● **YOUR GOAL**
Select the lines of the records containing the word "their" and list them.
• • • •
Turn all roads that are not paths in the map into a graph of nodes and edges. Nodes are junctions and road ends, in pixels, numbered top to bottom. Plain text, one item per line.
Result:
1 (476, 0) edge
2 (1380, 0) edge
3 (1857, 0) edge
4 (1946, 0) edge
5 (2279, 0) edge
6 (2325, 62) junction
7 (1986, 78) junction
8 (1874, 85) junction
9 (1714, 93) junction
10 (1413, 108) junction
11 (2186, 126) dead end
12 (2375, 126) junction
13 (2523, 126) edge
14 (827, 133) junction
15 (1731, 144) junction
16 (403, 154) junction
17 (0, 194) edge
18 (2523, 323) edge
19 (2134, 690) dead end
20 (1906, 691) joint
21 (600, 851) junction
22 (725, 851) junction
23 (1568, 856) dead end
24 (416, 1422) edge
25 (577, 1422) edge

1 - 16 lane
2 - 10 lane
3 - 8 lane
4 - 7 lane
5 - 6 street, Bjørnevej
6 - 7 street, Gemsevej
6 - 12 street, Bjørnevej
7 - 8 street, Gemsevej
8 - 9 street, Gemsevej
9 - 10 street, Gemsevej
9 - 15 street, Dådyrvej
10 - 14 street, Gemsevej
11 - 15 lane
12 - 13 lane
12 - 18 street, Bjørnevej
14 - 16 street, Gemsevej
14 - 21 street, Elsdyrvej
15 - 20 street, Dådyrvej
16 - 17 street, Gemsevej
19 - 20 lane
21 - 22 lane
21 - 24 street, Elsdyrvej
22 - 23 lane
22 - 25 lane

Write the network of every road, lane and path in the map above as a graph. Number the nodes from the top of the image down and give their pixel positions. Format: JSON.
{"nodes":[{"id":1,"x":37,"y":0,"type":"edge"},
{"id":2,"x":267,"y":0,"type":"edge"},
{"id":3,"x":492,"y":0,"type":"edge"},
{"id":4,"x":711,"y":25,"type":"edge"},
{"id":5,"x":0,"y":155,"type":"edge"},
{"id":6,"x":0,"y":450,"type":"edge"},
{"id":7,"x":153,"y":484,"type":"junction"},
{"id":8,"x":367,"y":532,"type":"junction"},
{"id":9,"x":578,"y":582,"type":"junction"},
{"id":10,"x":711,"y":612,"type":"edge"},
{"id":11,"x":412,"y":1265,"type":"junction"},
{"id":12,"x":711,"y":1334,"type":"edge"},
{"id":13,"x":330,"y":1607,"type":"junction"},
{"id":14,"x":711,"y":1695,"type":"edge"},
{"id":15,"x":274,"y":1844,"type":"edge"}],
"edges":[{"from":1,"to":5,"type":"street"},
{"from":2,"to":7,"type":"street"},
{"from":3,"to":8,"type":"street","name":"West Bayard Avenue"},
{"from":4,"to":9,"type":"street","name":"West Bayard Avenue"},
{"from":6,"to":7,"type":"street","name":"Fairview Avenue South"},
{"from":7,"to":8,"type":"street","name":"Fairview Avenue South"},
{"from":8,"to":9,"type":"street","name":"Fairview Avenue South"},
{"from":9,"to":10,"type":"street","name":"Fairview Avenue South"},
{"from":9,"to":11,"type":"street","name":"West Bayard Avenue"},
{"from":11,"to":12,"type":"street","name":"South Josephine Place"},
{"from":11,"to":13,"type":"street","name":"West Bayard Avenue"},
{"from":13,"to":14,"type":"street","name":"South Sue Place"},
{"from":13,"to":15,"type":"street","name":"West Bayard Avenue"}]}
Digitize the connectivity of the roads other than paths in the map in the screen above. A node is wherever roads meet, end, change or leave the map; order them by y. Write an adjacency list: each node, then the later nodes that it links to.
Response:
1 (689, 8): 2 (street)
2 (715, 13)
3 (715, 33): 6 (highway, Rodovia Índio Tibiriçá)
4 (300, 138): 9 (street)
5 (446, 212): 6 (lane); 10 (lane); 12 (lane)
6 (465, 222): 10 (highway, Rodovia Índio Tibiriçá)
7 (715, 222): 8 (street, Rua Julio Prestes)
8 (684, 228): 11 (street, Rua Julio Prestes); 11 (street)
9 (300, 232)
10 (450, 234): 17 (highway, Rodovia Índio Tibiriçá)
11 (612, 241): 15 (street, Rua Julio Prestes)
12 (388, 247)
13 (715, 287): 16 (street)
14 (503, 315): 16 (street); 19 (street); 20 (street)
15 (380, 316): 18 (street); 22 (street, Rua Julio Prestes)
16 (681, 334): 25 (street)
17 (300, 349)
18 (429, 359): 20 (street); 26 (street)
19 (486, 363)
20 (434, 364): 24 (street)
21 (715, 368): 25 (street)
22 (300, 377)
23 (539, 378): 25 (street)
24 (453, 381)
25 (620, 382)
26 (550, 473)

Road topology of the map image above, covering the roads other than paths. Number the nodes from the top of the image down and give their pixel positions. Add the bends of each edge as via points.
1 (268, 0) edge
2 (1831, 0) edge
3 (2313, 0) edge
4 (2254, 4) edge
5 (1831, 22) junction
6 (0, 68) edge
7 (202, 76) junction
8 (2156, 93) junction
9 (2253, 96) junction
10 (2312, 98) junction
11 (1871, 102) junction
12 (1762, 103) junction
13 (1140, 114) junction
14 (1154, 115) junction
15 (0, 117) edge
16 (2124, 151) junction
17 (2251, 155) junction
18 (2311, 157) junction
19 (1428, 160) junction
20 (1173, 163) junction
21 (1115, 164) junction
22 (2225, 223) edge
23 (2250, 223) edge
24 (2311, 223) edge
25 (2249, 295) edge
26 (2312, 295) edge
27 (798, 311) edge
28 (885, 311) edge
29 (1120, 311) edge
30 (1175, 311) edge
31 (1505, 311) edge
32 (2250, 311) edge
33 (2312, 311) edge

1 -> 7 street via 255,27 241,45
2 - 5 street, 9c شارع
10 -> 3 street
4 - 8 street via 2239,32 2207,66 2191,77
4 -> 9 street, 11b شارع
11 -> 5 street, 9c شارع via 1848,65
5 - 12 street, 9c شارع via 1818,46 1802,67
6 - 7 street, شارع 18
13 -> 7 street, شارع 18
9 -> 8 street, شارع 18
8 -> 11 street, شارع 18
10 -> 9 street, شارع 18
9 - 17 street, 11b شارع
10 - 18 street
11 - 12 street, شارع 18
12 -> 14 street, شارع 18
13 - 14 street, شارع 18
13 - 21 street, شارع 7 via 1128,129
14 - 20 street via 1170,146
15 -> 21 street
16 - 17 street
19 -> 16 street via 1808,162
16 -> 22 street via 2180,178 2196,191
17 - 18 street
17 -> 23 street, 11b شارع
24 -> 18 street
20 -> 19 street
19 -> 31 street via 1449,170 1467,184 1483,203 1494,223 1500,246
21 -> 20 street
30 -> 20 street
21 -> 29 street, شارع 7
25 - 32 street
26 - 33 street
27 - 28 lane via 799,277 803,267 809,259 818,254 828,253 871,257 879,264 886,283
• • • •
● **ANSWER SECTION**
Write the network of every road, lane and path in the map above as a graph. Number the nodes from the top of the image down and give their pixel positions. Format: JSON.
Road topology of the map image above, covering the roads other than paths. Number the nodes from the top of the image down and give their pixel positions. Add the bends of each edge as via points.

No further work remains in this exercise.